- TASK DESCRIPTION -
Give back, word for word, only the lines from the opening of the records through the one with "Which roads connect where in the". Pictures stay out.
START SUPPLIED RECORDS
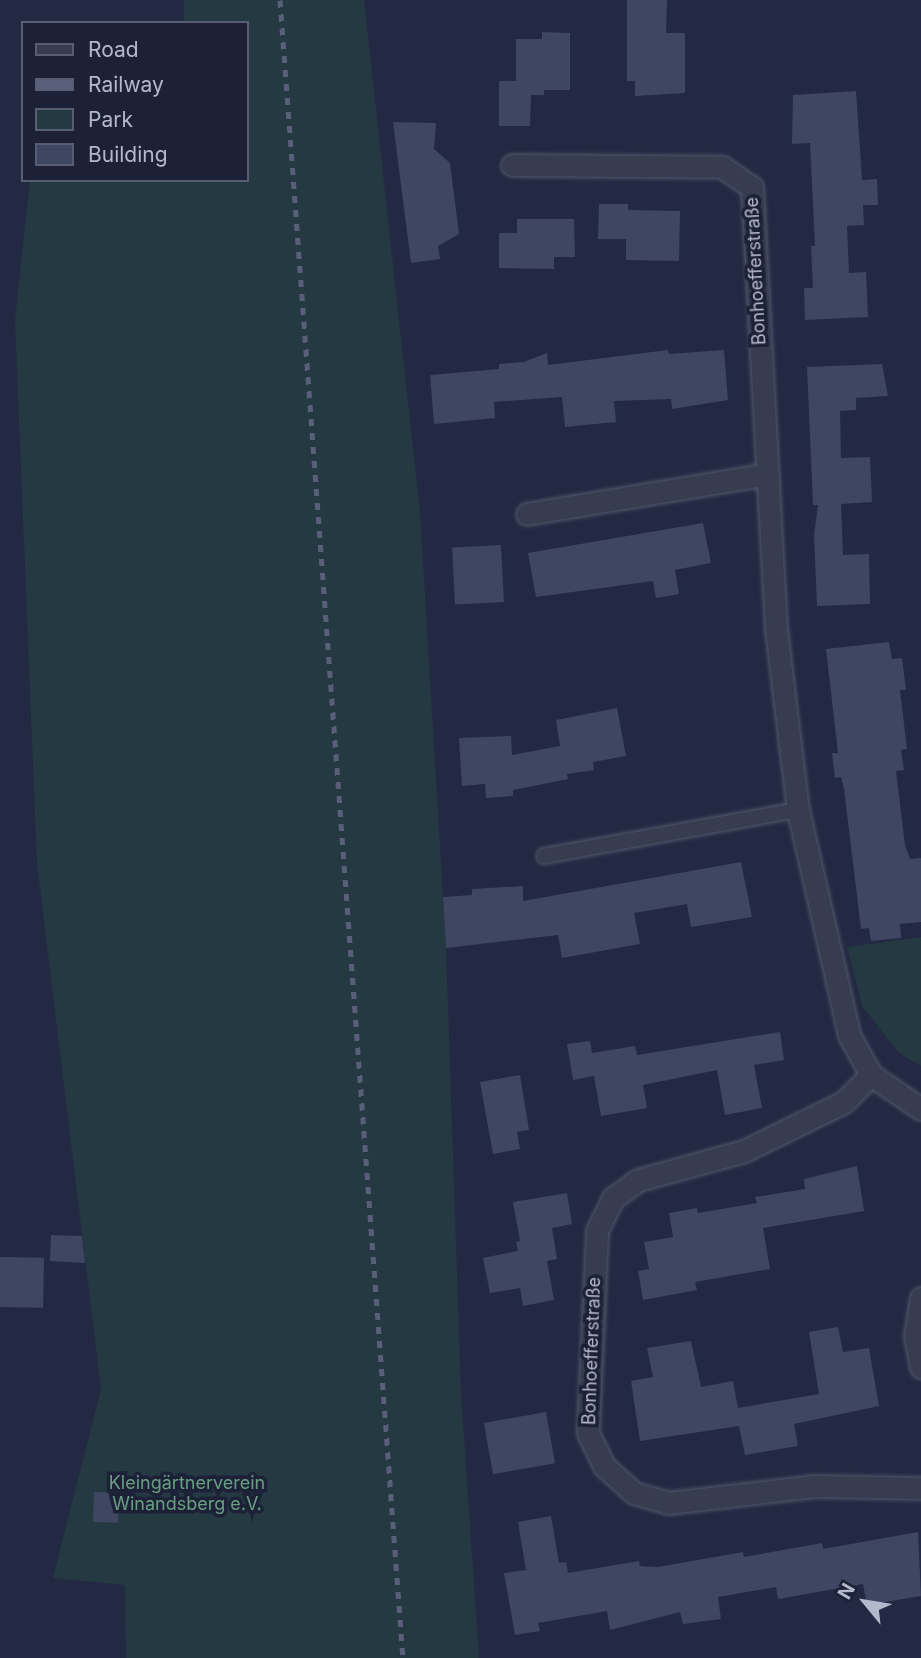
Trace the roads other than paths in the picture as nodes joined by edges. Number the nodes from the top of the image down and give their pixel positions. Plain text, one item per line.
1 (512, 165) dead end
2 (768, 474) junction
3 (527, 514) dead end
4 (798, 810) junction
5 (544, 856) dead end
6 (872, 1075) junction
7 (921, 1109) edge
8 (921, 1298) edge
9 (921, 1367) edge
10 (921, 1488) edge

1 - 2 street, Bonhoefferstraße
2 - 3 street
2 - 4 street, Bonhoefferstraße
4 - 5 lane
4 - 6 street, Bonhoefferstraße
6 - 7 street, Bonhoefferstraße
6 - 10 street, Bonhoefferstraße
8 - 9 street

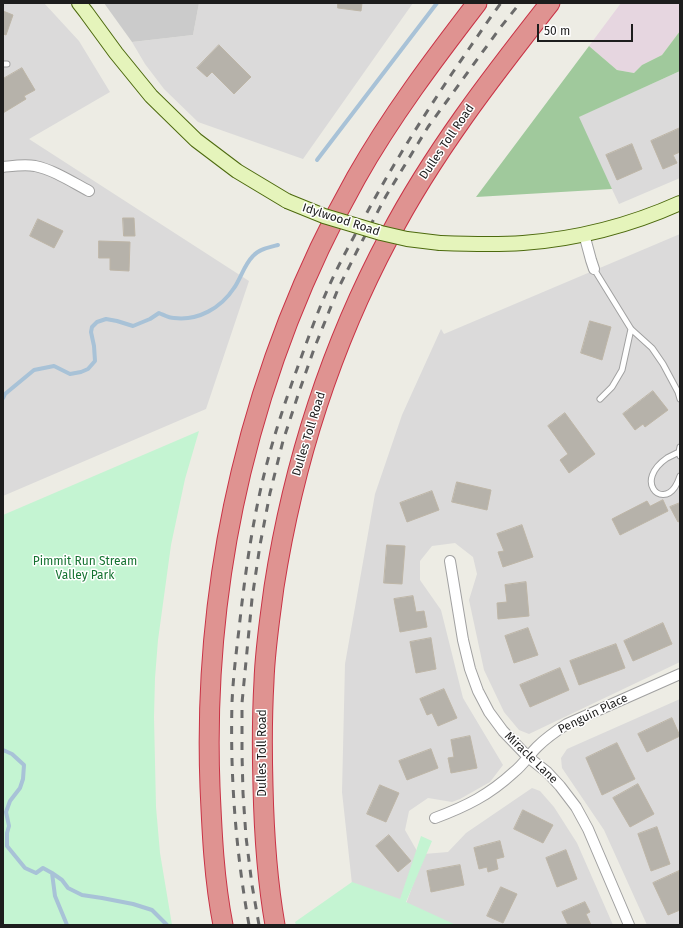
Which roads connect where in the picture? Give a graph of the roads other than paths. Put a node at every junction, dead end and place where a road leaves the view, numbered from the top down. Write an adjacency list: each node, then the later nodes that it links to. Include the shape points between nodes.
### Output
1 (79, 3): 7 (main road, Idylwood Road, bridge, via 151,96 196,140 237,171 287,201 324,216 381,233 440,243 524,243)
2 (477, 3): 18 (highway, via 404,102 368,157 343,203 294,308 248,443 222,571 210,682 211,819)
3 (550, 3): 19 (highway, Dulles Toll Road, via 464,116 395,225 339,344 306,442 292,491 282,542 270,616 264,680 264,817)
4 (3, 167): 5 (street, via 34,166 54,172)
5 (89, 191)
6 (680, 202): 7 (main road, Idylwood Road, via 623,224)
7 (584, 234): 8 (street)
8 (594, 269): 9 (lane)
9 (631, 329): 10 (lane, via 660,359); 11 (lane, via 622,370)
10 (680, 399)
11 (600, 400)
12 (680, 452): 13 (lane, via 667,458 655,471 652,475 652,488 656,493 670,493)
13 (680, 476)
14 (450, 561): 16 (street, Miracle Lane, via 463,640 478,691 503,731)
15 (680, 674): 16 (street, Penguin Place, via 567,724)
16 (528, 757): 17 (street, Penguin Place, via 516,771 490,792 461,808); 20 (street, Miracle Lane, via 547,772 576,807)
17 (435, 818)
18 (222, 921)
19 (274, 925)
20 (629, 925)

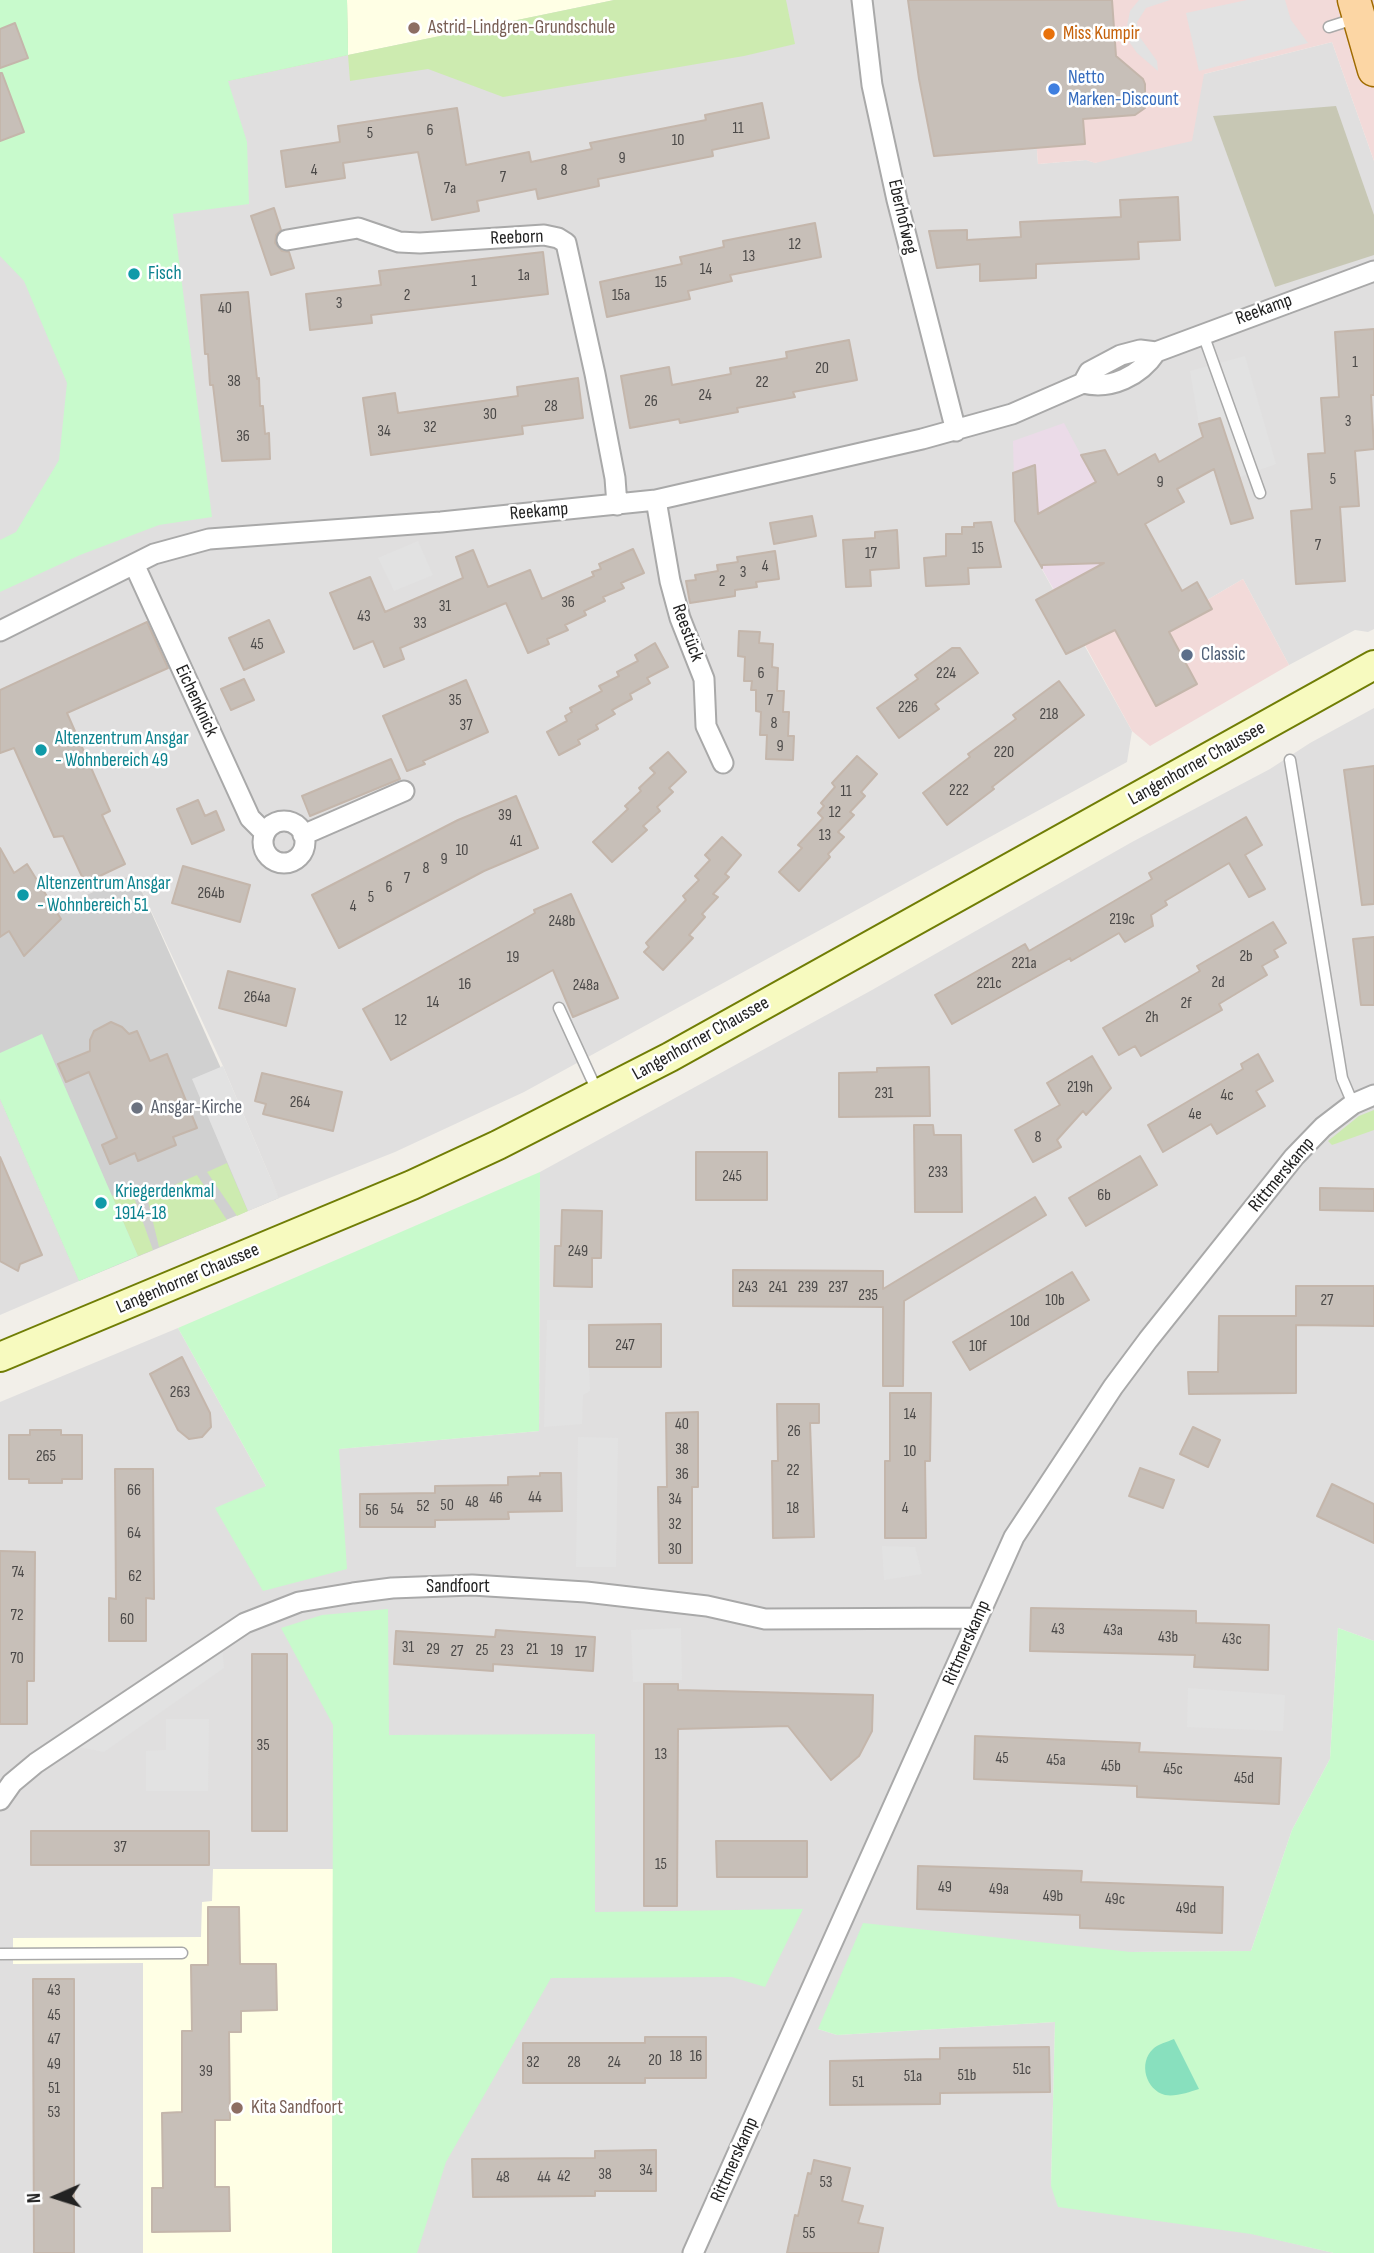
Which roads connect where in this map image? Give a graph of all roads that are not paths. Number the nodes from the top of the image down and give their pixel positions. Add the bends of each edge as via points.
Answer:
1 (862, 0) edge
2 (1354, 17) edge
3 (1374, 70) edge
4 (287, 240) dead end
5 (1374, 271) edge
6 (1203, 333) junction
7 (956, 431) junction
8 (1260, 493) dead end
9 (656, 500) junction
10 (617, 505) junction
11 (134, 564) junction
12 (0, 631) edge
13 (1374, 664) edge
14 (1290, 760) dead end
15 (723, 763) dead end
16 (404, 791) dead end
17 (265, 833) junction
18 (303, 835) junction
19 (559, 1008) dead end
20 (598, 1093) junction
21 (1374, 1095) edge
22 (1353, 1104) junction
23 (0, 1357) edge
24 (978, 1618) junction
25 (0, 1800) edge
26 (183, 1953) dead end
27 (0, 1954) edge
28 (693, 2253) edge

1 - 7 street, Eberhofweg via 872,85 897,201
2 - 3 main road
4 - 10 street, Reeborn via 358,228 399,243 544,235 566,243
5 - 6 street, Reekamp
6 - 7 street, Reekamp via 1156,352 1147,365 1110,385 1083,383 1012,414
6 - 8 lane
7 - 9 street, Reekamp
9 - 10 street, Reekamp
9 - 15 street, Reestück via 670,581 704,679 706,726
10 - 11 street, Reekamp via 209,539
11 - 12 street, Reekamp
11 - 17 street, Eichenknick via 250,818
13 - 20 main road, Langenhorner Chaussee
14 - 22 lane via 1342,1078
16 - 18 street
17 - 18 street via 273,824 285,821 296,825
17 - 18 street, Eichenknick via 266,852 282,863 300,855
19 - 20 lane
20 - 23 main road, Langenhorner Chaussee via 412,1185
21 - 22 street, Rittmerskamp
22 - 24 street, Rittmerskamp via 1294,1157 1148,1340 1014,1537
24 - 25 street, Sandfoort via 765,1619 707,1606 472,1585 392,1588 318,1598 271,1612 227,1633 36,1763
24 - 28 street, Rittmerskamp
26 - 27 lane

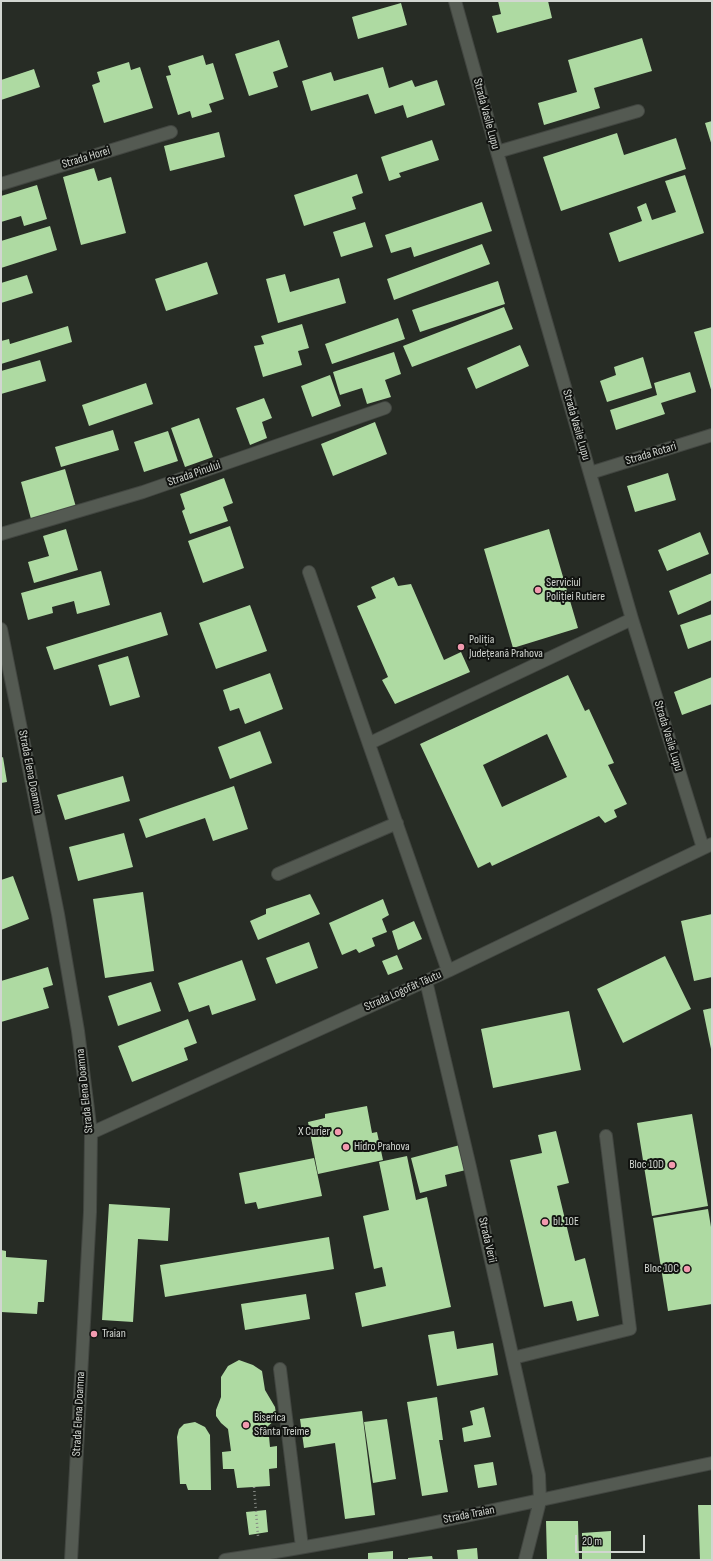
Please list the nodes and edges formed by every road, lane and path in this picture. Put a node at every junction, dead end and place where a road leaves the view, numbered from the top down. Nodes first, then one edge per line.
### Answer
1 (455, 1) edge
2 (638, 111) dead end
3 (171, 132) dead end
4 (497, 152) junction
5 (1, 184) edge
6 (385, 408) dead end
7 (712, 435) edge
8 (590, 472) junction
9 (1, 534) edge
10 (309, 572) dead end
11 (632, 619) junction
12 (1, 628) edge
13 (370, 743) junction
14 (397, 823) junction
15 (707, 846) edge
16 (278, 874) dead end
17 (448, 971) junction
18 (426, 981) junction
19 (90, 1133) junction
20 (606, 1136) dead end
21 (514, 1358) junction
22 (280, 1369) dead end
23 (712, 1463) edge
24 (254, 1487) dead end
25 (540, 1501) junction
26 (302, 1547) junction
27 (260, 1555) junction
28 (71, 1560) edge
29 (225, 1560) edge
30 (525, 1560) edge

1 - 4 street, Strada Vasile Lupu
2 - 4 street
3 - 5 street, Strada Horei
4 - 8 street, Strada Vasile Lupu
6 - 9 street, Strada Pinului
7 - 8 street, Strada Rotari
8 - 11 street, Strada Vasile Lupu
10 - 13 street
11 - 13 street
11 - 15 street, Strada Vasile Lupu
12 - 19 street, Strada Elena Doamna
13 - 14 street
14 - 16 street
14 - 17 street
15 - 17 street, Strada Logofăt Tăutu
17 - 18 street, Strada Logofăt Tăutu
18 - 19 street, Strada Logofăt Tăutu
18 - 21 street, Strada Verii
19 - 28 street, Strada Elena Doamna
20 - 21 street
21 - 25 street, Strada Verii
22 - 26 street
23 - 25 street, Strada Traian
24 - 27 path
25 - 26 street, Strada Traian
25 - 30 street, Strada Verii
26 - 27 street, Strada Traian
27 - 29 street, Strada Traian

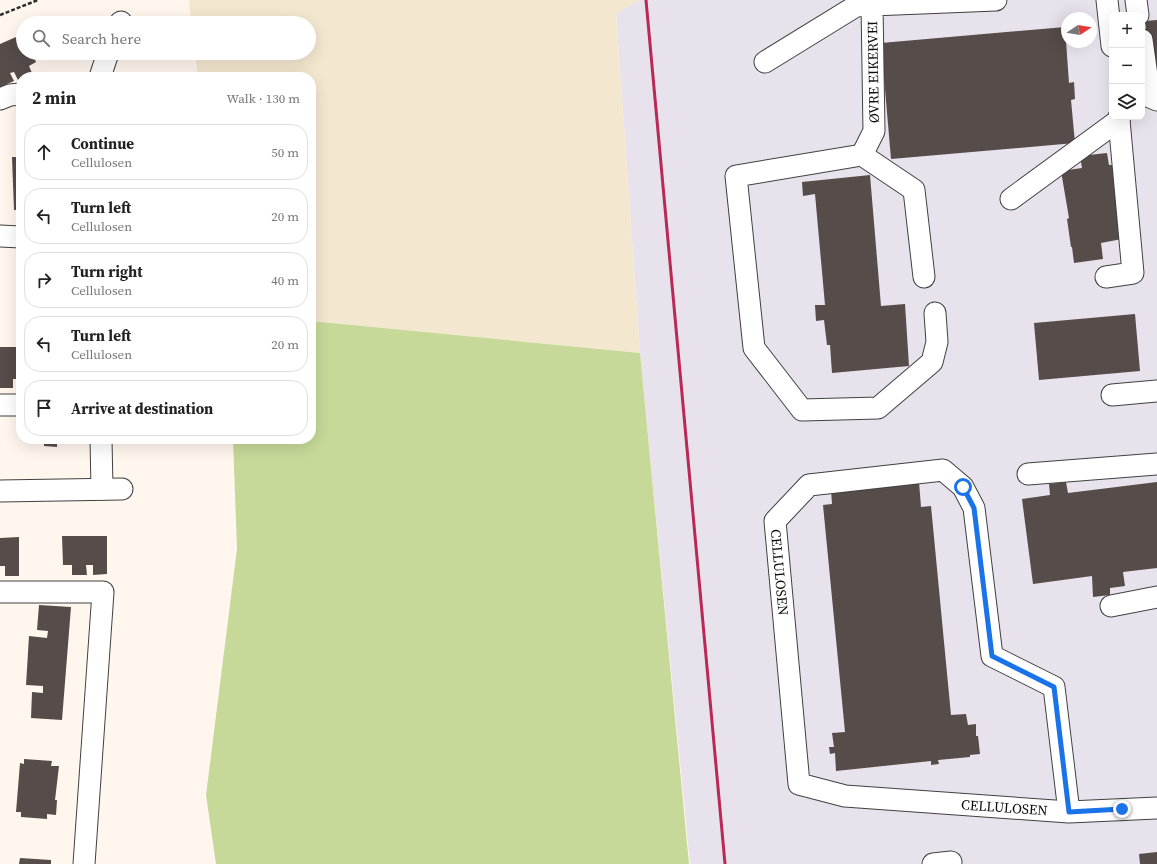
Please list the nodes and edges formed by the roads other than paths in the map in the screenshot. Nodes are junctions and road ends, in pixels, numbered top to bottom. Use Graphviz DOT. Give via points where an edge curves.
END SUPPLIED RECORDS
- EXERCISE RESULT -
Trace the roads other than paths in the picture as nodes joined by edges. Number the nodes from the top of the image down and give their pixel positions. Plain text, one item per line.
1 (512, 165) dead end
2 (768, 474) junction
3 (527, 514) dead end
4 (798, 810) junction
5 (544, 856) dead end
6 (872, 1075) junction
7 (921, 1109) edge
8 (921, 1298) edge
9 (921, 1367) edge
10 (921, 1488) edge

1 - 2 street, Bonhoefferstraße
2 - 3 street
2 - 4 street, Bonhoefferstraße
4 - 5 lane
4 - 6 street, Bonhoefferstraße
6 - 7 street, Bonhoefferstraße
6 - 10 street, Bonhoefferstraße
8 - 9 street

Which roads connect where in the picture? Give a graph of the roads other than paths. Put a node at every junction, dead end and place where a road leaves the view, numbered from the top down. Write an adjacency list: each node, then the later nodes that it links to. Include the shape points between nodes.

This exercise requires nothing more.